Depix is no longer maintained. Consider using the Unplot feature of StepUp RepRep instead. It follows a similar approach, has more features, is better tested and is better suited for large SVGs.
Depix is a program to convert plots back into datasets.
Despite the simplicity of Depix, it provides a very convenient work flow for transforming (scanned) plots back into (x,y) datasets.
Depix was created on a standard Linux Desktop environment with Python, Numpy, Gimp, pdfimages, and Inkscape installed. I have only used it on such an environment. If you get it working on another OS, feel free to make a pull request.
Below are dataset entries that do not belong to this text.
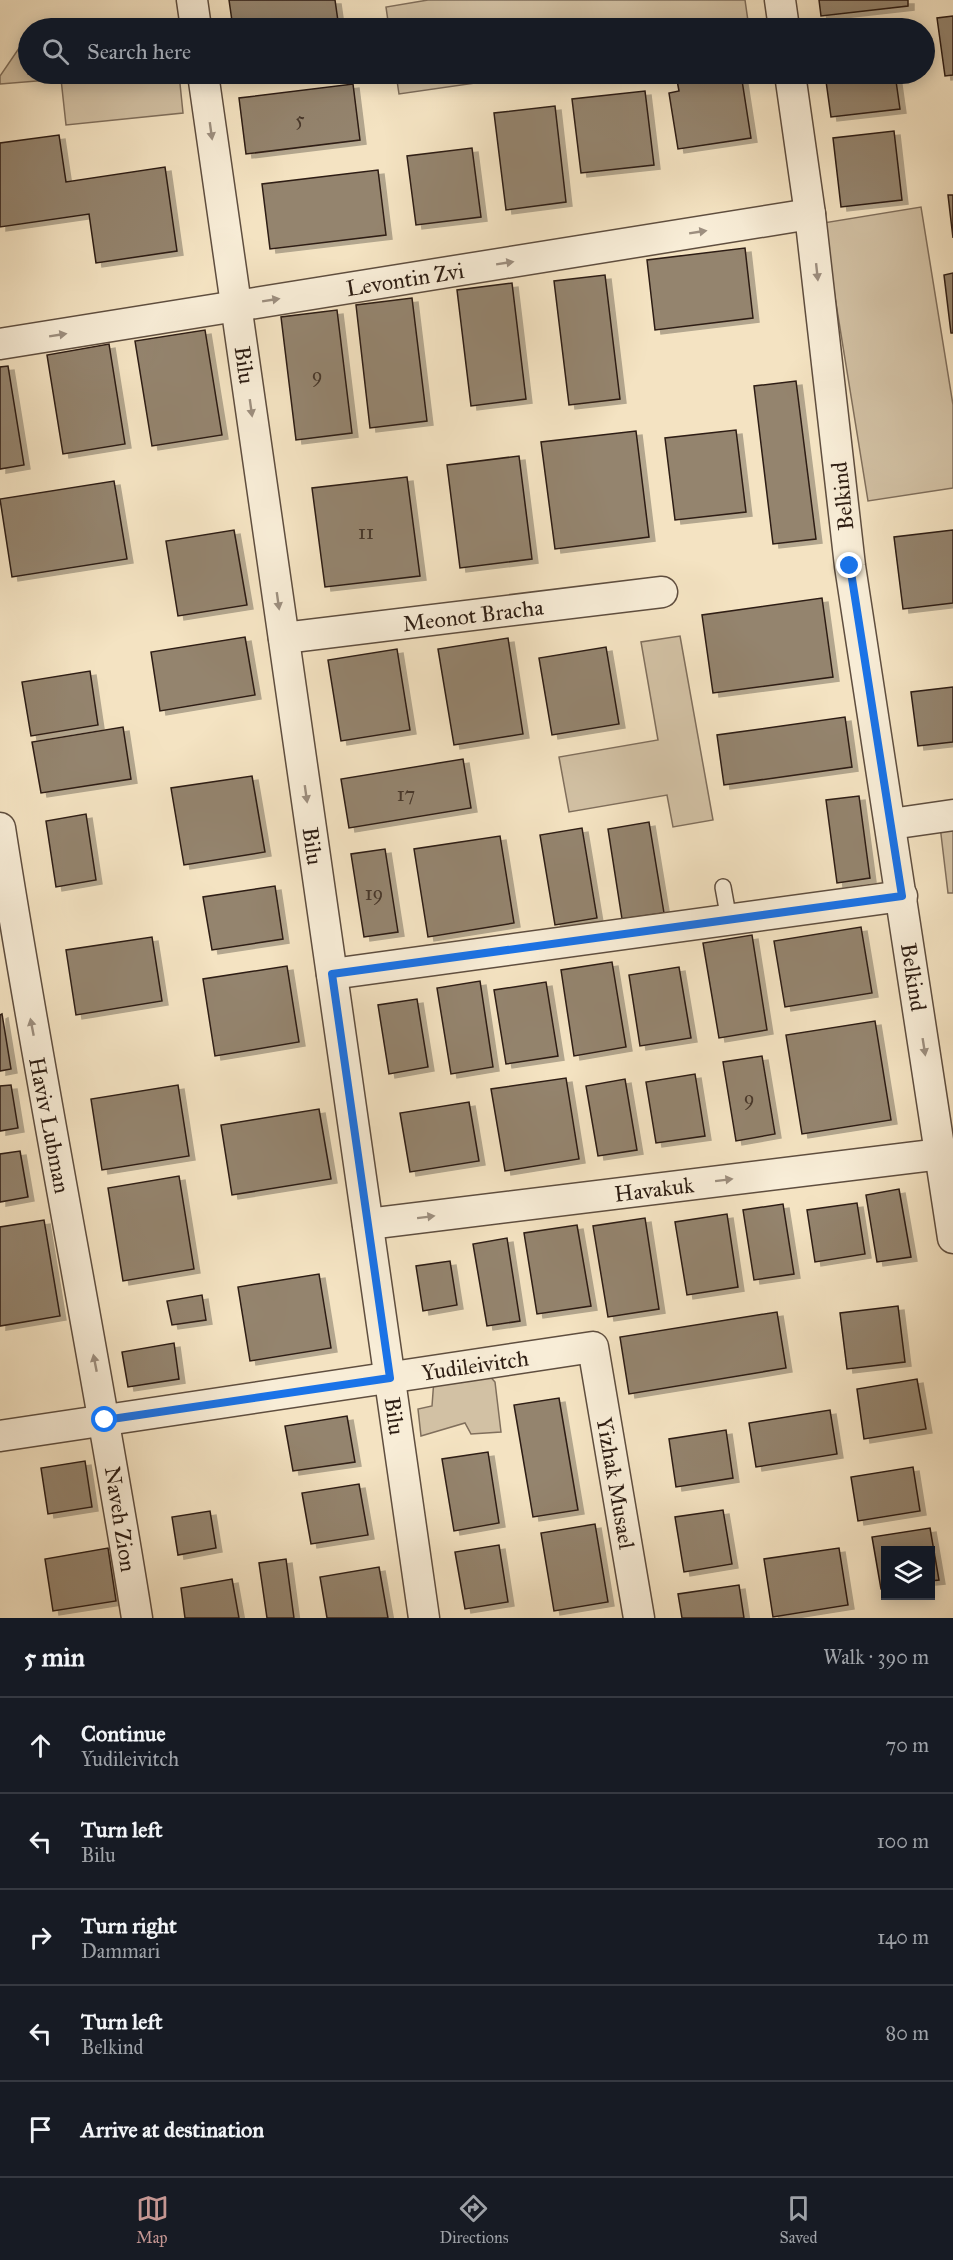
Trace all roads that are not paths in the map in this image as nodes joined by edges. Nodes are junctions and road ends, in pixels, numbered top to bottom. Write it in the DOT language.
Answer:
graph roads {
  1 [pos="192,0"];
  2 [pos="780,0"];
  3 [pos="195,18"];
  4 [pos="783,18"];
  5 [pos="203,84"];
  6 [pos="791,84"];
  7 [pos="810,214"];
  8 [pos="236,306"];
  9 [pos="0,344"];
  10 [pos="662,592"];
  11 [pos="284,638"];
  12 [pos="953,815"];
  13 [pos="891,824"];
  14 [pos="0,828"];
  15 [pos="723,888"];
  16 [pos="902,896"];
  17 [pos="729,920"];
  18 [pos="332,974"];
  19 [pos="12,984"];
  20 [pos="941,1154"];
  21 [pos="368,1224"];
  22 [pos="953,1238"];
  23 [pos="593,1347"];
  24 [pos="390,1378"];
  25 [pos="105,1420"];
  26 [pos="0,1436"];
  27 [pos="137,1618"];
  28 [pos="424,1618"];
  29 [pos="639,1618"];
  1 -- 3 [label="street"];
  2 -- 4 [label="street"];
  5 -- 8 [label="street, Bilu, one-way"];
  6 -- 7 [label="street, Belkind"];
  8 -- 7 [label="street, Levontin Zvi, one-way"];
  7 -- 13 [label="street, Belkind, one-way"];
  9 -- 8 [label="street, Levontin Zvi, one-way"];
  8 -- 11 [label="street, Bilu, one-way"];
  10 -- 11 [label="street, Meonot Bracha"];
  11 -- 18 [label="street, Bilu, one-way"];
  12 -- 13 [label="street"];
  13 -- 16 [label="street, Belkind"];
  14 -- 19 [label="street, Haviv Lubman"];
  15 -- 17 [label="lane"];
  16 -- 17 [label="street"];
  16 -- 20 [label="street, Belkind, one-way"];
  17 -- 18 [label="street"];
  18 -- 21 [label="street, Bilu"];
  25 -- 19 [label="street, Haviv Lubman, one-way"];
  21 -- 20 [label="street, Havakuk, one-way"];
  20 -- 22 [label="street, Belkind"];
  21 -- 24 [label="street, Bilu"];
  23 -- 24 [label="street, Yudileivitch"];
  23 -- 29 [label="street, Yizhak Musael"];
  24 -- 25 [label="street, Yudileivitch"];
  24 -- 28 [label="street, Bilu"];
  25 -- 26 [label="street, Yudileivitch"];
  25 -- 27 [label="street, Naveh Zion"];
}
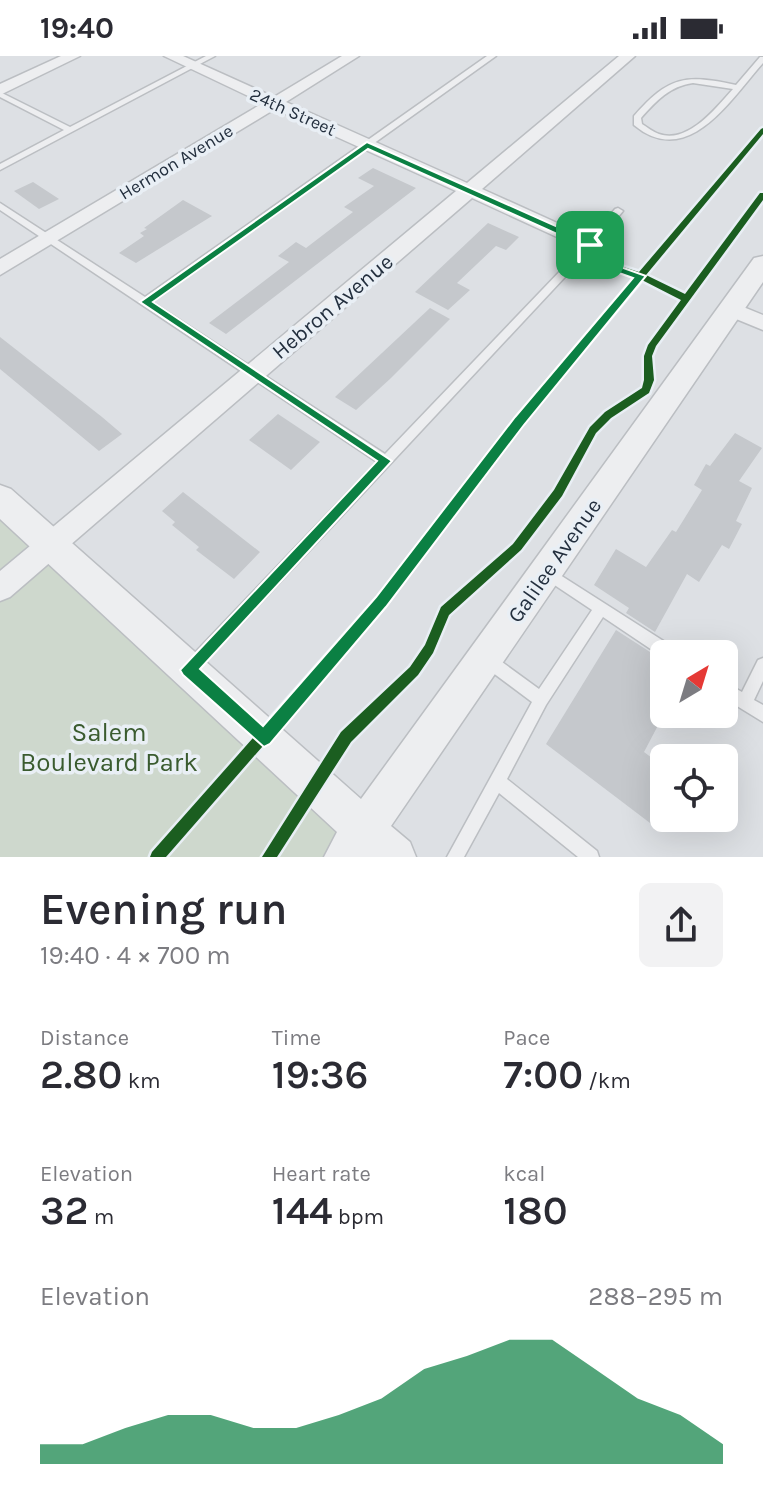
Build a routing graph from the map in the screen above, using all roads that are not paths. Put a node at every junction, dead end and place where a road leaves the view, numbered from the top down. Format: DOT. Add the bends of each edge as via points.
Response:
graph roads {
  1 [pos="73,56"];
  2 [pos="171,56"];
  3 [pos="211,56"];
  4 [pos="352,56"];
  5 [pos="492,56"];
  6 [pos="628,56"];
  7 [pos="763,59"];
  8 [pos="192,66"];
  9 [pos="738,88"];
  10 [pos="0,92"];
  11 [pos="274,103"];
  12 [pos="69,130"];
  13 [pos="367,145"];
  14 [pos="0,167"];
  15 [pos="469,191"];
  16 [pos="0,206"];
  17 [pos="618,211"];
  18 [pos="49,239"];
  19 [pos="590,245"];
  20 [pos="763,264"];
  21 [pos="0,268"];
  22 [pos="145,302"];
  23 [pos="731,309"];
  24 [pos="763,323"];
  25 [pos="253,373"];
  26 [pos="386,461"];
  27 [pos="0,499"];
  28 [pos="50,544"];
  29 [pos="546,572"];
  30 [pos="0,588"];
  31 [pos="601,608"];
  32 [pos="650,640"];
  33 [pos="485,658"];
  34 [pos="763,665"];
  35 [pos="188,670"];
  36 [pos="738,698"];
  37 [pos="541,700"];
  38 [pos="745,702"];
  39 [pos="763,714"];
  40 [pos="497,781"];
  41 [pos="355,843"];
  42 [pos="395,857"];
  43 [pos="455,857"];
  44 [pos="591,857"];
  1 -- 10 [label="street"];
  2 -- 8 [label="street, 24th Street"];
  3 -- 8 [label="lane"];
  4 -- 11 [label="street, Hermon Avenue"];
  5 -- 13 [label="lane"];
  6 -- 15 [label="street, Hebron Avenue"];
  7 -- 9 [label="lane"];
  8 -- 11 [label="street, 24th Street"];
  8 -- 12 [label="lane"];
  9 -- 9 [label="lane" via="686,136 672,139 638,125 646,107 678,80"];
  10 -- 12 [label="lane"];
  11 -- 13 [label="street, 24th Street"];
  11 -- 18 [label="street, Hermon Avenue"];
  12 -- 14 [label="lane"];
  13 -- 15 [label="street, 24th Street"];
  13 -- 22 [label="lane"];
  15 -- 19 [label="street, 24th Street"];
  15 -- 25 [label="street, Hebron Avenue"];
  16 -- 18 [label="lane"];
  17 -- 19 [label="lane"];
  18 -- 21 [label="street, Hermon Avenue"];
  18 -- 22 [label="lane"];
  19 -- 26 [label="lane"];
  20 -- 23 [label="street, Galilee Avenue"];
  22 -- 25 [label="lane"];
  23 -- 24 [label="street"];
  23 -- 29 [label="street, Galilee Avenue"];
  25 -- 26 [label="lane"];
  25 -- 28 [label="street, Hebron Avenue"];
  26 -- 35 [label="lane"];
  27 -- 28 [label="street"];
  28 -- 30 [label="street, Hebron Avenue"];
  28 -- 35 [label="street"];
  29 -- 31 [label="lane"];
  29 -- 33 [label="street, Galilee Avenue"];
  31 -- 32 [label="lane"];
  31 -- 37 [label="lane"];
  33 -- 37 [label="lane"];
  33 -- 41 [label="street, Galilee Avenue"];
  34 -- 38 [label="lane"];
  35 -- 41 [label="street"];
  36 -- 38 [label="lane"];
  37 -- 40 [label="lane"];
  38 -- 39 [label="lane"];
  40 -- 43 [label="lane"];
  40 -- 44 [label="lane"];
  41 -- 42 [label="street"];
}
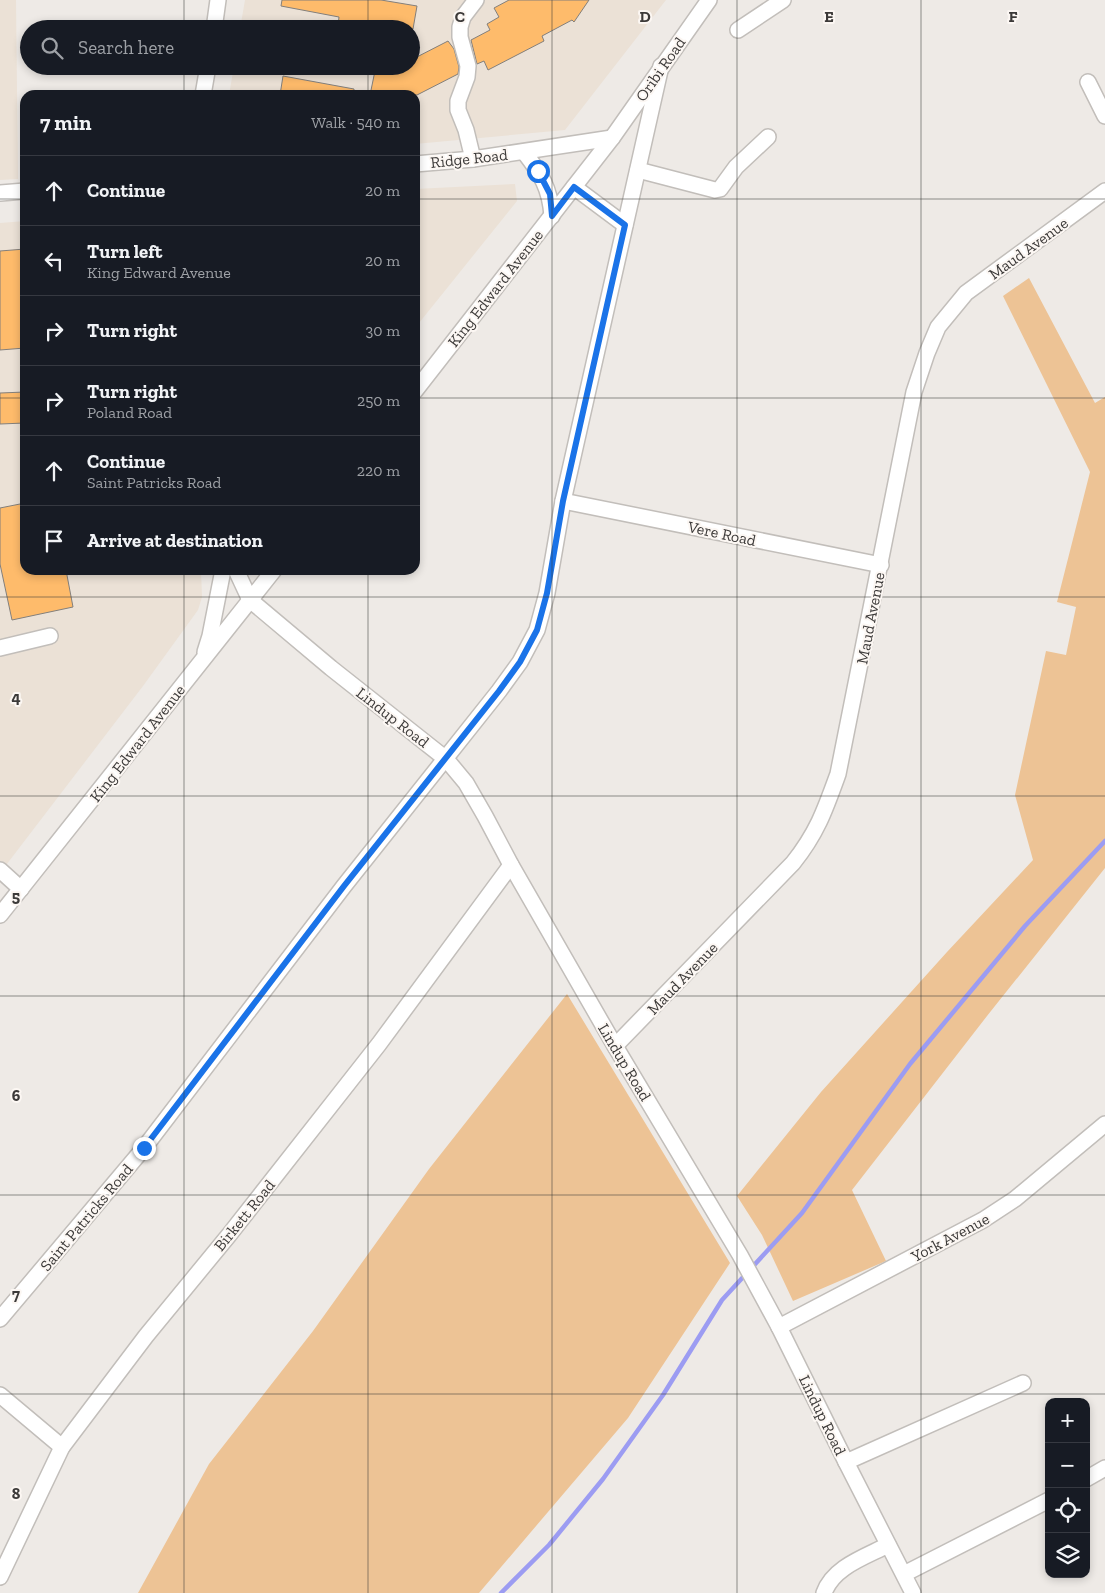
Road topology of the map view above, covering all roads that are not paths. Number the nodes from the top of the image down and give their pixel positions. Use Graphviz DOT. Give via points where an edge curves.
graph roads {
  1 [pos="218,0"];
  2 [pos="476,0"];
  3 [pos="709,0"];
  4 [pos="783,0"];
  5 [pos="215,20"];
  6 [pos="738,30"];
  7 [pos="662,66"];
  8 [pos="206,75"];
  9 [pos="1088,82"];
  10 [pos="204,90"];
  11 [pos="1105,116"];
  12 [pos="768,136"];
  13 [pos="612,138"];
  14 [pos="524,152"];
  15 [pos="473,159"];
  16 [pos="420,164"];
  17 [pos="638,170"];
  18 [pos="574,187"];
  19 [pos="20,191"];
  20 [pos="1105,191"];
  21 [pos="0,192"];
  22 [pos="552,216"];
  23 [pos="625,225"];
  24 [pos="420,385"];
  25 [pos="563,501"];
  26 [pos="881,565"];
  27 [pos="222,575"];
  28 [pos="238,575"];
  29 [pos="270,575"];
  30 [pos="250,600"];
  31 [pos="50,636"];
  32 [pos="0,648"];
  33 [pos="202,661"];
  34 [pos="446,759"];
  35 [pos="511,865"];
  36 [pos="0,870"];
  37 [pos="21,889"];
  38 [pos="0,915"];
  39 [pos="615,1046"];
  40 [pos="1105,1124"];
  41 [pos="0,1319"];
  42 [pos="779,1327"];
  43 [pos="1023,1383"];
  44 [pos="0,1395"];
  45 [pos="62,1447"];
  46 [pos="846,1462"];
  47 [pos="1105,1468"];
  48 [pos="1090,1477"];
  49 [pos="1045,1502"];
  50 [pos="888,1545"];
  51 [pos="904,1574"];
  52 [pos="0,1577"];
  53 [pos="824,1593"];
  54 [pos="913,1593"];
  1 -- 5 [label="street"];
  2 -- 15 [label="street" via="463,17 460,27 468,66 458,101"];
  3 -- 7 [label="street, Oribi Road"];
  4 -- 6 [label="street"];
  7 -- 13 [label="street, Oribi Road"];
  7 -- 17 [label="street, Saint Patricks Road"];
  8 -- 10 [label="street"];
  9 -- 11 [label="street"];
  12 -- 17 [label="street" via="736,167 720,190"];
  13 -- 14 [label="street, Ridge Road"];
  13 -- 18 [label="street, King Edward Avenue"];
  14 -- 15 [label="street, Ridge Road"];
  14 -- 22 [label="street" via="550,194"];
  15 -- 16 [label="street, Ridge Road"];
  17 -- 23 [label="street, Saint Patricks Road"];
  18 -- 22 [label="street, King Edward Avenue"];
  18 -- 23 [label="street"];
  19 -- 21 [label="street"];
  20 -- 26 [label="street, Maud Avenue" via="966,293 938,327 914,392"];
  22 -- 24 [label="street, King Edward Avenue"];
  23 -- 25 [label="street, Saint Patricks Road"];
  25 -- 26 [label="street, Vere Road"];
  25 -- 34 [label="street, Saint Patricks Road" via="537,630 520,662"];
  26 -- 39 [label="street, Maud Avenue" via="838,774 822,818 808,844"];
  27 -- 33 [label="street"];
  28 -- 30 [label="street"];
  29 -- 30 [label="street, King Edward Avenue"];
  30 -- 33 [label="street, King Edward Avenue"];
  30 -- 34 [label="street, Lindup Road"];
  31 -- 32 [label="street"];
  33 -- 37 [label="street, King Edward Avenue"];
  34 -- 35 [label="street, Lindup Road" via="466,784"];
  34 -- 41 [label="street, Saint Patricks Road" via="344,886 144,1148"];
  35 -- 39 [label="street, Lindup Road"];
  35 -- 45 [label="street, Birkett Road" via="379,1044 146,1336"];
  36 -- 37 [label="street"];
  37 -- 38 [label="street, King Edward Avenue"];
  39 -- 42 [label="street, Lindup Road" via="740,1255"];
  40 -- 42 [label="street, York Avenue" via="1015,1199 983,1220"];
  42 -- 46 [label="street, Lindup Road"];
  43 -- 46 [label="street"];
  44 -- 45 [label="street"];
  45 -- 52 [label="street, Birkett Road"];
  46 -- 50 [label="street, Lindup Road"];
  47 -- 48 [label="street"];
  49 -- 51 [label="street"];
  50 -- 51 [label="street, Lindup Road"];
  50 -- 53 [label="street" via="836,1574"];
  51 -- 54 [label="street, Lindup Road"];
}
If you encounter troubles when using Depix, check the FAQ at the bottom of this file. If that does not solve your problem, feel free to get in touch: [email protected].
-
This program was written by Toon Verstraelen in Sep 2012 for the preparation of a paper with the title, "ACKS2: Atom-Condensed Kohn-Sham approximated to second order", in order to convert some plots of an old JCP paper into datasets for comparison with a newly proposed model.
-
Support for logarithmic scales was added May 2016.
-
Cleanup and conversion to Python 3 (Aug 2024).
-
Archived repository (28 Aug 2024).
-
If the plot is part of a pdf, use
pdfimages
to extract the figures from the PDF as.pbm
files. One can also use Evince to extract bitmaps from a PDF: right click on the image and "Save Image As ...". -
Open the image containing the plot with Gimp, crop it if needed and save the file as a
.png
file. -
Open the
.png
file with Inkscape. Use the "link" option to avoid large.svg
files in one of the following steps. -
Draw the x- and y-axis as two separate straight line segments, i.e. lines with only a beginning and end node. The accuracy of the extracted data will improve when these line segments are made as long as possible. However, make sure the beginning and the end node lie at sensible points on the x- and y-axis. Depix can handle cases where the x- and y-axis are not orthogonal or rotated, e.g. due to a poor scan.
-
Draw a polyline, consisting of straight line segments (not Bezier curves), over the curve of interest. Make sure your drawing falls nicely over the curve in the scanned image, as this will also determine the accuracy of the final data. It may be helpful to use a bright colored and semi-transparent line style.
-
Open the XML window in Inkscape. Select the x-axis and change the id of the path to
xaxis:x0:x1:kind
, wherex0
andx1
are replaced by the numerical x-values of the beginning and end points of the line segment for the x-axis. The last part,kind
, must be replaced bylin
orlog
for linear or logarithmic scales, respectively. Do the same for the y-axis, using the idyaxis:y0:y1:kind
, following the same conventions. The path with the datapoints should be given the id "data". -
Use the "File" -> "Save as" menu item to save the file in
.svg
format. -
Run Depix as follows:
./depix.py yourfile.svg yourdata.txt
Some screen output is given, which may be useful for debugging, if things don't work as expected. The text file
yourdata.txt
contains two columns with x and y data.
This work flow has the advantage that all intermediate steps are saved in files, such that you can make incremental improvements. Furthermore, thanks to the neat graphical interface of Inkscape, one can make fairly accurate overlays of the data points on top of the scanned figure.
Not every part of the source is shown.